Work required: Collect every line of the records below that contains the word "roads".

Materials provided:
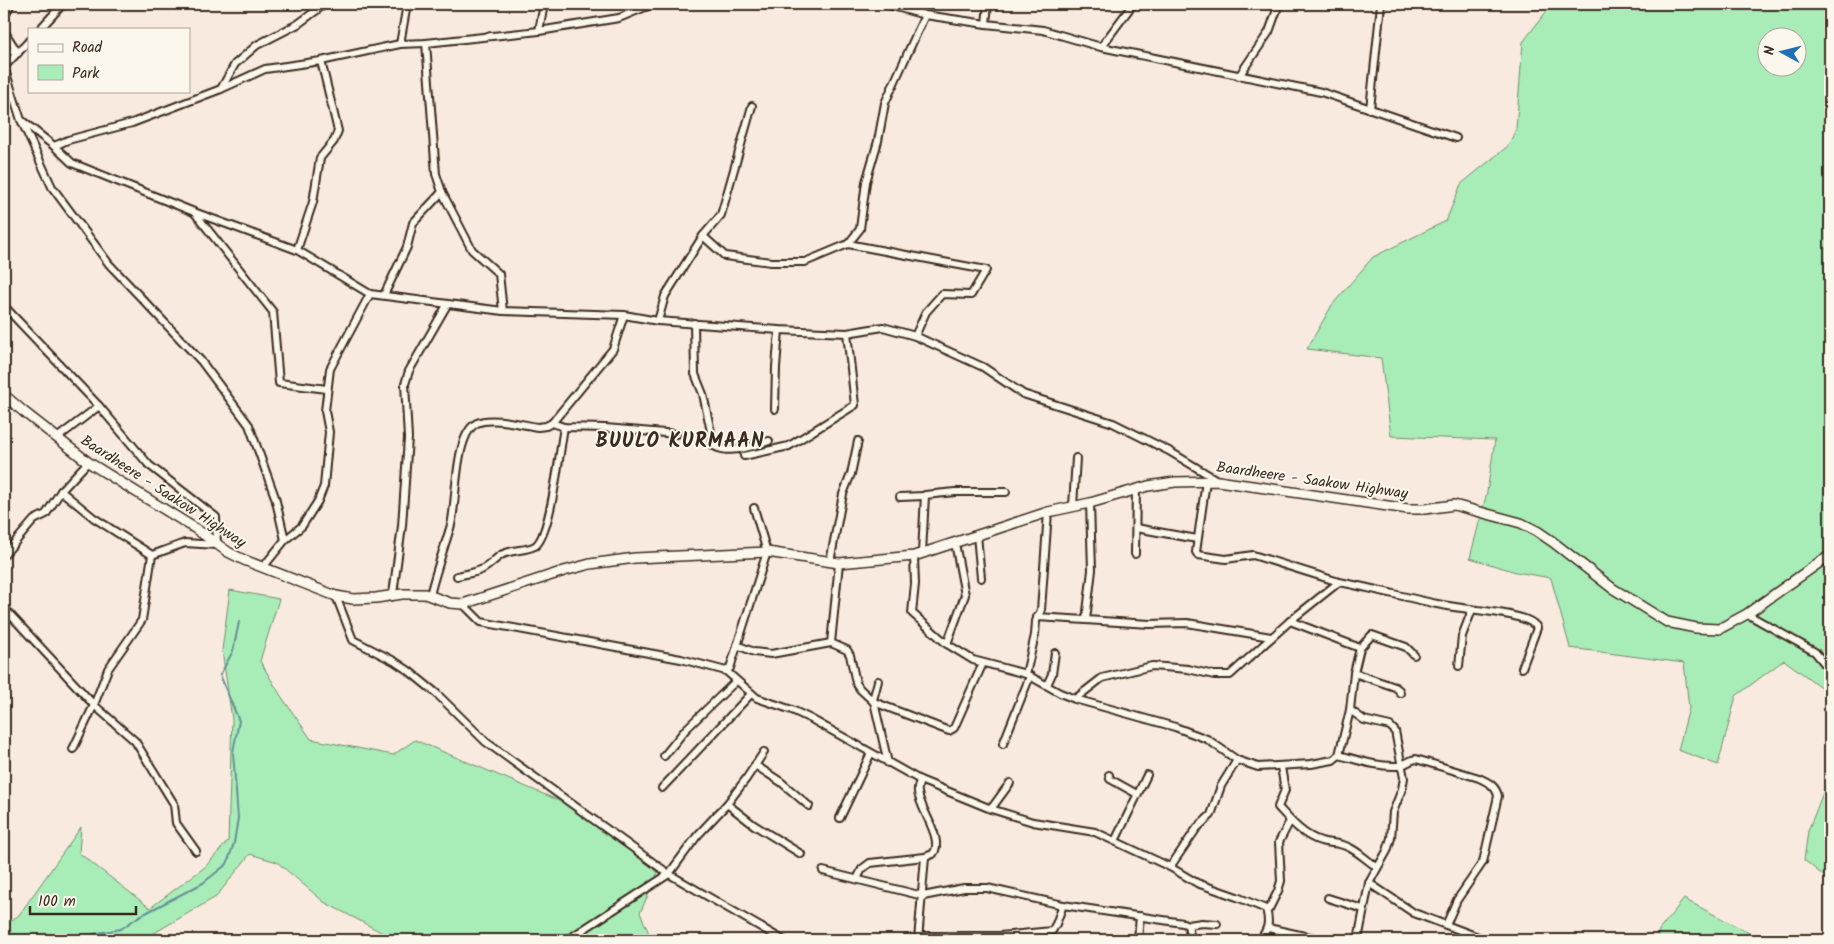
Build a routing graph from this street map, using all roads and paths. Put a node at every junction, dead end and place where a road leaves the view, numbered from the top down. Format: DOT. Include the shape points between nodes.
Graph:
graph roads {
  1 [pos="11,4"];
  2 [pos="63,4"];
  3 [pos="325,4"];
  4 [pos="404,4"];
  5 [pos="544,4"];
  6 [pos="652,4"];
  7 [pos="885,4"];
  8 [pos="988,4"];
  9 [pos="1133,4"];
  10 [pos="1279,4"];
  11 [pos="1381,4"];
  12 [pos="925,15"];
  13 [pos="4,17"];
  14 [pos="986,24"];
  15 [pos="41,28"];
  16 [pos="4,31"];
  17 [pos="539,31"];
  18 [pos="28,42"];
  19 [pos="426,43"];
  20 [pos="400,44"];
  21 [pos="1101,47"];
  22 [pos="4,49"];
  23 [pos="18,52"];
  24 [pos="321,61"];
  25 [pos="1240,76"];
  26 [pos="221,89"];
  27 [pos="752,106"];
  28 [pos="1370,109"];
  29 [pos="21,120"];
  30 [pos="1456,138"];
  31 [pos="54,146"];
  32 [pos="442,192"];
  33 [pos="194,212"];
  34 [pos="704,236"];
  35 [pos="848,244"];
  36 [pos="297,250"];
  37 [pos="370,294"];
  38 [pos="384,295"];
  39 [pos="447,305"];
  40 [pos="4,306"];
  41 [pos="503,311"];
  42 [pos="624,315"];
  43 [pos="658,321"];
  44 [pos="694,323"];
  45 [pos="779,330"];
  46 [pos="847,333"];
  47 [pos="915,336"];
  48 [pos="327,389"];
  49 [pos="4,395"];
  50 [pos="100,406"];
  51 [pos="775,409"];
  52 [pos="552,423"];
  53 [pos="564,427"];
  54 [pos="677,434"];
  55 [pos="57,438"];
  56 [pos="769,441"];
  57 [pos="858,441"];
  58 [pos="744,456"];
  59 [pos="1076,458"];
  60 [pos="88,462"];
  61 [pos="1206,481"];
  62 [pos="1218,481"];
  63 [pos="1136,489"];
  64 [pos="61,492"];
  65 [pos="1006,492"];
  66 [pos="924,496"];
  67 [pos="900,497"];
  68 [pos="1090,503"];
  69 [pos="1073,506"];
  70 [pos="754,508"];
  71 [pos="1048,512"];
  72 [pos="1136,528"];
  73 [pos="977,534"];
  74 [pos="1197,539"];
  75 [pos="285,540"];
  76 [pos="955,543"];
  77 [pos="217,545"];
  78 [pos="767,552"];
  79 [pos="918,554"];
  80 [pos="1135,554"];
  81 [pos="4,555"];
  82 [pos="152,555"];
  83 [pos="1830,556"];
  84 [pos="835,562"];
  85 [pos="264,566"];
  86 [pos="457,576"];
  87 [pos="981,578"];
  88 [pos="1339,582"];
  89 [pos="393,594"];
  90 [pos="430,595"];
  91 [pos="336,596"];
  92 [pos="463,604"];
  93 [pos="4,608"];
  94 [pos="1472,610"];
  95 [pos="1747,614"];
  96 [pos="1037,617"];
  97 [pos="1086,620"];
  98 [pos="1290,621"];
  99 [pos="1271,637"];
  100 [pos="831,643"];
  101 [pos="947,644"];
  102 [pos="737,645"];
  103 [pos="1360,648"];
  104 [pos="1055,653"];
  105 [pos="1414,655"];
  106 [pos="983,662"];
  107 [pos="1459,666"];
  108 [pos="1522,668"];
  109 [pos="1830,670"];
  110 [pos="726,671"];
  111 [pos="1354,673"];
  112 [pos="1028,675"];
  113 [pos="736,681"];
  114 [pos="878,681"];
  115 [pos="1047,685"];
  116 [pos="1400,693"];
  117 [pos="751,694"];
  118 [pos="1075,699"];
  119 [pos="874,701"];
  120 [pos="94,705"];
  121 [pos="1350,710"];
  122 [pos="1003,744"];
  123 [pos="73,749"];
  124 [pos="764,752"];
  125 [pos="871,753"];
  126 [pos="1339,755"];
  127 [pos="664,756"];
  128 [pos="1237,760"];
  129 [pos="888,763"];
  130 [pos="755,765"];
  131 [pos="1401,766"];
  132 [pos="1281,767"];
  133 [pos="1109,775"];
  134 [pos="1148,775"];
  135 [pos="920,780"];
  136 [pos="1010,783"];
  137 [pos="662,788"];
  138 [pos="1138,794"];
  139 [pos="727,804"];
  140 [pos="809,806"];
  141 [pos="991,810"];
  142 [pos="840,818"];
  143 [pos="1290,821"];
  144 [pos="1115,841"];
  145 [pos="196,851"];
  146 [pos="801,854"];
  147 [pos="925,857"];
  148 [pos="1170,867"];
  149 [pos="1376,867"];
  150 [pos="823,870"];
  151 [pos="669,874"];
  152 [pos="857,879"];
  153 [pos="1368,883"];
  154 [pos="923,896"];
  155 [pos="1328,898"];
  156 [pos="1063,905"];
  157 [pos="1266,909"];
  158 [pos="1363,909"];
  159 [pos="1140,916"];
  160 [pos="1218,924"];
  161 [pos="1188,925"];
  162 [pos="1446,925"];
  163 [pos="1268,928"];
  164 [pos="919,938"];
  165 [pos="1001,938"];
  166 [pos="567,940"];
  167 [pos="783,940"];
  168 [pos="1138,940"];
  169 [pos="1191,940"];
  170 [pos="1260,940"];
  171 [pos="1323,940"];
  172 [pos="1358,940"];
  173 [pos="1486,940"];
  1 -- 13 [label="street"];
  2 -- 15 [label="street"];
  3 -- 26 [label="street" via="298,24 257,45 235,64"];
  4 -- 20 [label="street" via="406,10"];
  5 -- 17 [label="street"];
  6 -- 17 [label="street" via="619,18"];
  7 -- 12 [label="street"];
  8 -- 14 [label="street"];
  9 -- 21 [label="street"];
  10 -- 25 [label="street" via="1269,32"];
  11 -- 28 [label="street"];
  12 -- 14 [label="street"];
  12 -- 35 [label="street" via="885,103 866,182 860,228"];
  14 -- 21 [label="street" via="1042,30"];
  16 -- 23 [label="street"];
  17 -- 19 [label="street"];
  18 -- 23 [label="street"];
  19 -- 20 [label="street"];
  19 -- 32 [label="street" via="436,174"];
  20 -- 24 [label="street"];
  21 -- 25 [label="street"];
  22 -- 23 [label="street"];
  23 -- 29 [label="street" via="4,67"];
  24 -- 26 [label="street" via="265,69"];
  24 -- 36 [label="street" via="338,131 320,158 314,202"];
  25 -- 28 [label="street" via="1321,92"];
  26 -- 31 [label="street" via="132,123"];
  27 -- 34 [label="street" via="721,215"];
  28 -- 30 [label="street"];
  29 -- 31 [label="street"];
  29 -- 75 [label="street" via="52,187 86,234 109,264 201,361 249,425 275,496"];
  31 -- 33 [label="street" via="72,163"];
  32 -- 38 [label="street" via="412,223 407,247"];
  32 -- 41 [label="street" via="472,250 499,274"];
  33 -- 36 [label="street"];
  33 -- 48 [label="street" via="273,312 279,383"];
  34 -- 35 [label="street" via="725,256 771,262 805,262"];
  34 -- 43 [label="street" via="665,296"];
  35 -- 47 [label="street" via="986,270 971,295 942,294 926,312"];
  36 -- 37 [label="street"];
  37 -- 38 [label="street"];
  37 -- 48 [label="street" via="330,369"];
  38 -- 39 [label="street"];
  39 -- 41 [label="street"];
  39 -- 89 [label="street" via="409,371 405,384 408,438"];
  40 -- 50 [label="street"];
  41 -- 42 [label="street"];
  42 -- 43 [label="street"];
  42 -- 52 [label="street" via="614,349"];
  43 -- 44 [label="street"];
  44 -- 45 [label="street"];
  44 -- 56 [label="street" via="695,374 703,394 714,446 729,450"];
  45 -- 46 [label="street"];
  45 -- 51 [label="street"];
  46 -- 47 [label="street" via="883,327"];
  46 -- 58 [label="street" via="855,405 789,446"];
  47 -- 62 [label="street" via="982,367 1023,394 1113,423 1169,451"];
  48 -- 75 [label="street" via="324,486 302,526"];
  49 -- 55 [label="main road, Baardheere - Saakow Highway"];
  50 -- 55 [label="street"];
  50 -- 77 [label="street" via="149,465 216,517"];
  52 -- 53 [label="street"];
  52 -- 90 [label="street" via="538,427 492,420 478,422 469,429 463,444 451,523"];
  53 -- 54 [label="street"];
  53 -- 86 [label="street" via="541,540 527,548 500,555 483,569"];
  55 -- 60 [label="main road, Baardheere - Saakow Highway"];
  57 -- 84 [label="street" via="843,494"];
  59 -- 69 [label="street"];
  60 -- 64 [label="street"];
  60 -- 77 [label="main road, Baardheere - Saakow Highway"];
  61 -- 62 [label="main road, Baardheere - Saakow Highway"];
  61 -- 63 [label="main road, Baardheere - Saakow Highway" via="1175,482"];
  61 -- 74 [label="street"];
  62 -- 95 [label="main road, Baardheere - Saakow Highway" via="1408,509 1454,505 1472,508 1536,531 1612,588 1667,622 1719,629"];
  63 -- 68 [label="main road, Baardheere - Saakow Highway"];
  63 -- 72 [label="street"];
  64 -- 81 [label="street" via="46,514 34,520"];
  64 -- 82 [label="street" via="94,518"];
  65 -- 66 [label="street" via="942,492"];
  66 -- 67 [label="street"];
  66 -- 79 [label="street"];
  68 -- 69 [label="main road, Baardheere - Saakow Highway"];
  68 -- 97 [label="street" via="1092,570"];
  69 -- 71 [label="main road, Baardheere - Saakow Highway"];
  70 -- 78 [label="street"];
  71 -- 73 [label="main road, Baardheere - Saakow Highway"];
  71 -- 96 [label="street" via="1042,601"];
  72 -- 74 [label="street"];
  72 -- 80 [label="street"];
  73 -- 76 [label="main road, Baardheere - Saakow Highway"];
  73 -- 87 [label="street"];
  74 -- 88 [label="street" via="1196,552 1200,556 1226,559 1253,555"];
  75 -- 85 [label="street"];
  76 -- 79 [label="main road, Baardheere - Saakow Highway"];
  76 -- 101 [label="street" via="965,595"];
  77 -- 82 [label="street" via="185,543"];
  77 -- 85 [label="main road, Baardheere - Saakow Highway" via="244,560"];
  78 -- 84 [label="main road, Baardheere - Saakow Highway"];
  78 -- 92 [label="main road, Baardheere - Saakow Highway" via="635,558 590,564"];
  78 -- 102 [label="street"];
  79 -- 84 [label="main road, Baardheere - Saakow Highway"];
  79 -- 101 [label="street" via="912,613"];
  82 -- 120 [label="street" via="142,620 108,669"];
  83 -- 95 [label="main road, Baardheere - Saakow Highway"];
  84 -- 100 [label="street"];
  85 -- 91 [label="main road, Baardheere - Saakow Highway"];
  88 -- 94 [label="street"];
  88 -- 98 [label="street"];
  89 -- 90 [label="main road, Baardheere - Saakow Highway"];
  89 -- 91 [label="main road, Baardheere - Saakow Highway" via="354,599"];
  90 -- 92 [label="main road, Baardheere - Saakow Highway"];
  91 -- 151 [label="street" via="353,640 410,671 486,742"];
  92 -- 110 [label="street" via="481,622 681,659"];
  93 -- 120 [label="street"];
  94 -- 107 [label="street" via="1462,636"];
  94 -- 108 [label="street" via="1510,615 1535,624 1537,628"];
  95 -- 109 [label="street" via="1815,652"];
  96 -- 97 [label="street"];
  96 -- 112 [label="street"];
  97 -- 99 [label="street" via="1187,623"];
  98 -- 99 [label="street"];
  98 -- 103 [label="street"];
  99 -- 118 [label="street" via="1230,675 1152,666 1102,678"];
  100 -- 102 [label="street" via="771,654"];
  100 -- 119 [label="street" via="847,650 856,683"];
  101 -- 106 [label="street" via="973,660"];
  102 -- 110 [label="street" via="730,668"];
  103 -- 105 [label="street" via="1372,635 1408,648"];
  103 -- 111 [label="street"];
  104 -- 115 [label="street"];
  106 -- 112 [label="street"];
  106 -- 119 [label="street" via="954,728 949,732"];
  110 -- 113 [label="street"];
  111 -- 116 [label="street" via="1394,687"];
  111 -- 121 [label="street"];
  112 -- 115 [label="street"];
  112 -- 122 [label="street"];
  113 -- 117 [label="street"];
  113 -- 127 [label="street" via="686,729"];
  114 -- 119 [label="street"];
  115 -- 118 [label="street"];
  117 -- 125 [label="street" via="811,719"];
  117 -- 137 [label="street"];
  118 -- 128 [label="street" via="1207,739"];
  119 -- 129 [label="street"];
  120 -- 123 [label="street"];
  120 -- 145 [label="street" via="135,741 174,804 176,823"];
  121 -- 126 [label="street"];
  121 -- 131 [label="street" via="1364,720 1390,726 1395,731"];
  124 -- 130 [label="street"];
  125 -- 129 [label="street"];
  125 -- 142 [label="street"];
  126 -- 131 [label="street" via="1372,764"];
  126 -- 132 [label="street" via="1333,760"];
  128 -- 132 [label="street" via="1258,767"];
  128 -- 148 [label="street" via="1221,786 1211,816 1197,828"];
  129 -- 135 [label="street"];
  130 -- 139 [label="street"];
  130 -- 140 [label="street"];
  131 -- 149 [label="street" via="1404,778 1392,818 1391,838"];
  131 -- 162 [label="street" via="1410,760 1423,761 1478,778 1497,790 1483,862 1457,900"];
  132 -- 143 [label="street" via="1285,790 1278,807"];
  133 -- 138 [label="street" via="1110,779"];
  134 -- 138 [label="street"];
  135 -- 141 [label="street"];
  135 -- 147 [label="street" via="917,792 932,826 936,848 933,854"];
  136 -- 141 [label="street"];
  138 -- 144 [label="street"];
  139 -- 146 [label="street"];
  139 -- 151 [label="street" via="696,836"];
  141 -- 144 [label="street" via="1033,822 1095,832"];
  143 -- 149 [label="street" via="1320,841 1350,848"];
  143 -- 157 [label="street" via="1278,847 1281,881 1269,909"];
  144 -- 148 [label="street"];
  147 -- 152 [label="street" via="870,862"];
  147 -- 154 [label="street"];
  148 -- 157 [label="street" via="1198,883"];
  149 -- 153 [label="street"];
  150 -- 152 [label="street"];
  151 -- 166 [label="street"];
  151 -- 167 [label="street"];
  152 -- 154 [label="street"];
  153 -- 158 [label="street"];
  153 -- 162 [label="street" via="1414,913"];
  154 -- 156 [label="street" via="964,888 987,888"];
  154 -- 164 [label="street"];
  155 -- 158 [label="street"];
  156 -- 159 [label="street"];
  156 -- 165 [label="street" via="1052,931"];
  157 -- 163 [label="street"];
  158 -- 172 [label="street"];
  159 -- 161 [label="street"];
  159 -- 168 [label="street"];
  160 -- 161 [label="street"];
  161 -- 169 [label="street"];
  162 -- 173 [label="street"];
  163 -- 170 [label="street"];
  163 -- 171 [label="street"];
  164 -- 165 [label="street"];
}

Output of the exercise:
Build a routing graph from this street map, using all roads and paths. Put a node at every junction, dead end and place where a road leaves the view, numbered from the top down. Format: DOT. Include the shape points between nodes.
graph roads {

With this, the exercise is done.